For people with severe COPD and low oxygen levels, oxygen therapy may be used. However, oxygen therapy has to be carefully given in cases of severe COPD, so it should only be used under a doctor's guidance.

4. Lifestyle Changes

Overall, lifestyle changes can play a major role in managing COPD. Dr. VanOtteren notes that some of the most important things you can do to manage COPD are:


  • Stop smoking and vaping
  • Avoid being around tobacco smoke
  • Steer clear of air pollution as much as possible

Additionally, he advises that you stay up-to-date with vaccines, like the annual flu shot, which can help you avoid getting sick and making your COPD symptoms worse.

"It's a good idea for everyone to get their recommended vaccinations," he says. "This can be particularly helpful for those who suffer from COPD."

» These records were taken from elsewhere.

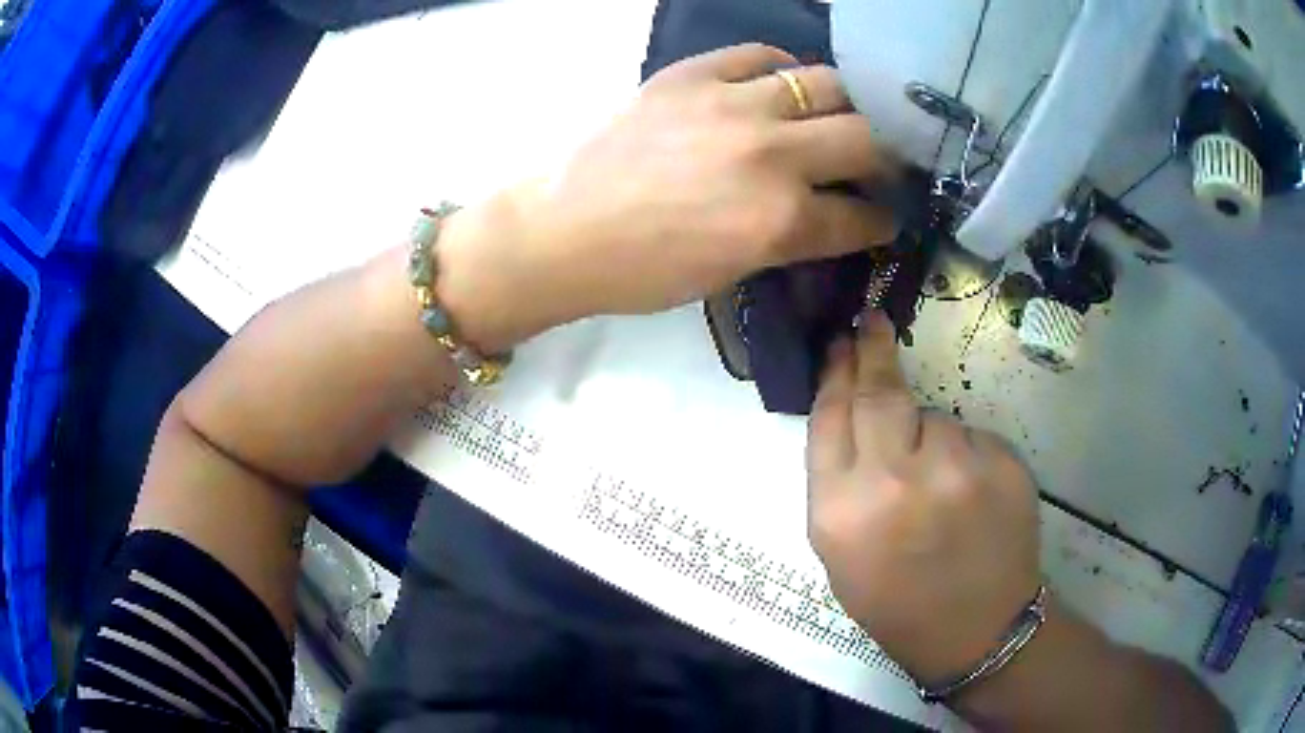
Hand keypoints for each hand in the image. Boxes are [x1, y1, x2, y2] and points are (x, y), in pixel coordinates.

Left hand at [437, 44, 896, 351]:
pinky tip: (779, 85)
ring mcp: (733, 104)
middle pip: (865, 139)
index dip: (882, 219)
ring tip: (832, 117)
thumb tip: (827, 216)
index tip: (885, 215)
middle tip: (875, 164)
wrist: (562, 231)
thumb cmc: (641, 272)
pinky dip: (781, 68)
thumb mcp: (730, 274)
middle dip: (884, 158)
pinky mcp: (693, 74)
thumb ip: (790, 238)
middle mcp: (772, 154)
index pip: (863, 216)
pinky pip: (760, 54)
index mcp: (781, 221)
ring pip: (826, 84)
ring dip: (843, 105)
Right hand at [806, 314, 1041, 684]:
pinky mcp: (1002, 462)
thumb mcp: (840, 551)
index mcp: (841, 512)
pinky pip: (971, 437)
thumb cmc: (896, 599)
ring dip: (929, 435)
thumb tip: (850, 407)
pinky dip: (964, 454)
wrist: (975, 629)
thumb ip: (837, 480)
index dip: (835, 373)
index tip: (841, 341)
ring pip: (934, 418)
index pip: (830, 417)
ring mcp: (956, 469)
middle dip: (873, 351)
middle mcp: (895, 482)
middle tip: (873, 323)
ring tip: (938, 485)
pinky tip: (968, 495)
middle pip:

What About Natural Remedies?

Apple cider vinegar is sometimes touted as a natural remedy that can help clear the lungs and help in conditions like COPD. And while Dr. VanOtteren notes that apple cider vinegar is thought to have antioxidant properties, which are "theoretically helpful" in protecting the lungs from injury, unfortunately, no scientific evidence has proven that apple cider vinegar is effective as a treatment for COPD.

There is some evidence that getting more vitamin C and vitamin E in your diet may help, though. An October 2015 study in the International Journal of Chronic Obstructive Pulmonary​ Disease found that a diet richer in these antioxidants lowered the risk of COPD and increased lung function, particularly in people assigned male at birth.